O Perdão do Carneiro

Estava eu a pensar em qual seria o próximo louquejar deste espaço de vouyerismo pós-moderno quando saltou-me ao ecrã uma poesia cujo fragmento utilizo na chamada deste Chá: "toma um fósforo e acende teu cigarro!" Sim, Augusto dos Anjos! Versos Íntimos não é uma simples poesia; é uma obra de arte! O dia que a Toda Poderosa colocar um de seus pseudo-atores a recitá-la no último capítulo de um engodo das 8, eu viro Forrest e corro dois meses do Oiapoque ao Chuí!!! E, com isso, aproveitei para reler algumas de suas poesias, e deparei-me com este pedido de desculpas aos carneiros, na qual o seu carrasco faz um mea culpa por tê-lo matado. Na verdade, é um mea culpa do homo sapiens sapiens às demais espécies, frágeis e submissas, considerando o mundo animalesco do cruel tipo homem.

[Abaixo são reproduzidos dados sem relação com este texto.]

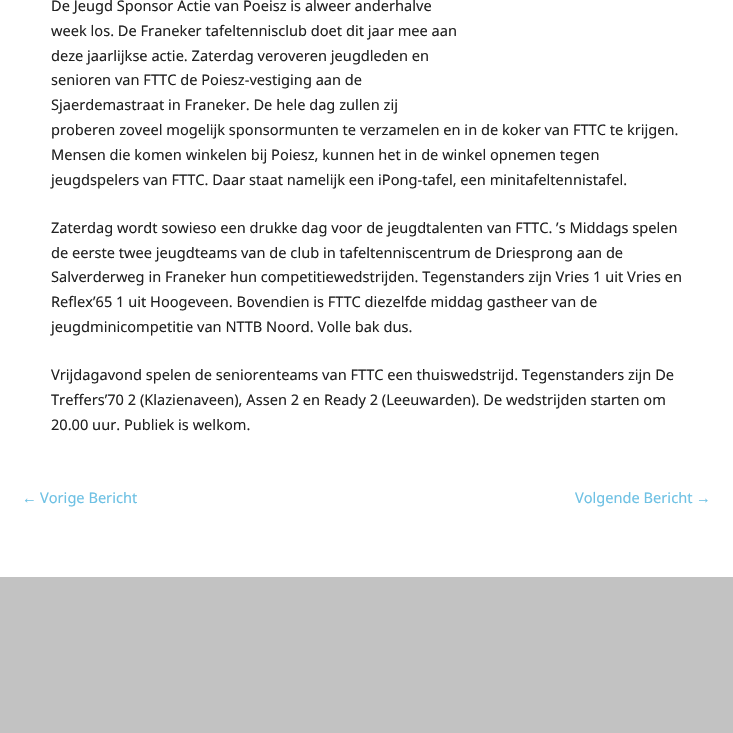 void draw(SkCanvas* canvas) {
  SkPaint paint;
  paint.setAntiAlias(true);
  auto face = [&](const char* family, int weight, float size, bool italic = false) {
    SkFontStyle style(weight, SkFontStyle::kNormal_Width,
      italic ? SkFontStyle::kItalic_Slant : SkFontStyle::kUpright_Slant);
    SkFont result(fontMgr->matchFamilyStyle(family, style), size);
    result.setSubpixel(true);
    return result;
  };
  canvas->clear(0xffffffff);
  paint.setColor(0xffc2c2c2);
  canvas->drawRect(SkRect::MakeXYWH(0, 577, 733, 156), paint);
  auto f0 = face("Noto Sans", 400, 14.6f);
  paint.setColor(0xff222222);
  {
    const struct { const char* s; float x, y; } items[] = {
      {"De Jeugd Sponsor Actie van Poeisz is alweer anderhalve", 51, 11},
      {"week los. De Franeker tafeltennisclub doet dit jaar mee aan", 51, 36},
      {"deze jaarlijkse actie. Zaterdag veroveren jeugdleden en", 51, 61},
      {"senioren van FTTC de Poiesz-vestiging aan de", 51, 85},
      {"Sjaerdemastraat in Franeker. De hele dag zullen zij", 51, 110},
      {"proberen zoveel mogelijk sponsormunten te verzamelen en in de koker van FTTC te krijgen.", 51, 135},
      {"Mensen die komen winkelen bij Poiesz, kunnen het in de winkel opnemen tegen", 51, 160},
      {"jeugdspelers van FTTC. Daar staat namelijk een iPong-tafel, een minitafeltennistafel.", 51, 185},
      {"Zaterdag wordt sowieso een drukke dag voor de jeugdtalenten van FTTC. ’s Middags spelen", 51, 233},
      {"de eerste twee jeugdteams van de club in tafeltenniscentrum de Driesprong aan de", 51, 258},
      {"Salverderweg in Franeker hun competitiewedstrijden. Tegenstanders zijn Vries 1 uit Vries en", 51, 282},
      {"Reflex’65 1 uit Hoogeveen. Bovendien is FTTC diezelfde middag gastheer van de", 51, 307},
      {"jeugdminicompetitie van NTTB Noord. Volle bak dus.", 51, 332},
      {"Vrijdagavond spelen de seniorenteams van FTTC een thuiswedstrijd. Tegenstanders zijn De", 51, 380},
      {"Treffers’70 2 (Klazienaveen), Assen 2 en Ready 2 (Leeuwarden). De wedstrijden starten om", 51, 405},
      {"20.00 uur. Publiek is welkom.", 51, 430},
    };
    for (auto [s, x, y] : items) {
      canvas->drawString(s, x, y, f0, paint);
    }
  }
  auto f1 = face("Liberation Sans", 400, 14.6f);
  paint.setColor(0xff6ec1e4);
  canvas->drawString("←", 22, 503, f1, paint);
  canvas->drawString("Vorige Bericht", 40, 503, f0, paint);
  canvas->drawString("Volgende Bericht", 575, 503, f0, paint);
  canvas->drawString("→", 696, 503, f1, paint);
}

Pode-se considerar, como hipótese, que a existência débil de um carneiro seja pura e simplesmente servir ao tipo homem quando lhe for útil? Ou ainda servir de modelo para retratos de paisagens bucólicas? É interessante pensar na utilização da mesma lógica em relação ao próprio homem; afinal, o carneiro é uma metáfora para a submissão e ignorância humana. A utilidade do carneiro-homem não é a sua carne, tampouco a lã que não possui. Muito menos aquilo que a nossa espécie conquistou a duras penas: o seu pensar, o seu sentir, o seu questionar e, em última análise, a possibilidade de uma existência menos bestial. A sua utilidade reside justamente na servidão, como meio para a existência de outros animais-humanos, como porcos e cães. Se o carneiro tivesse consciência deste estado de coisas, o que ocorreria?!

Revolução é nome o nome dado a essa tentativa de mudança de estado de consciência, em geral por indivíduos afectados por ideais como igualdade, justiça e fraternidade... Porém, o carneiro não é carneiro à toa, e sua personalidade fraca e submissa talvez não suporte tal pressão e este prefira continuar no seu pequeno mundo encantado do pastar (ou seria pastalienar, algo como pastar com alienar?). Porque ser carneiro é viver confortavelmente! E morrer debilmente! E, talvez, no Paraíso receba as desculpas que lhe são tão merecidas... até lá, resta-lhe viver pastalienadamente.

Namaste!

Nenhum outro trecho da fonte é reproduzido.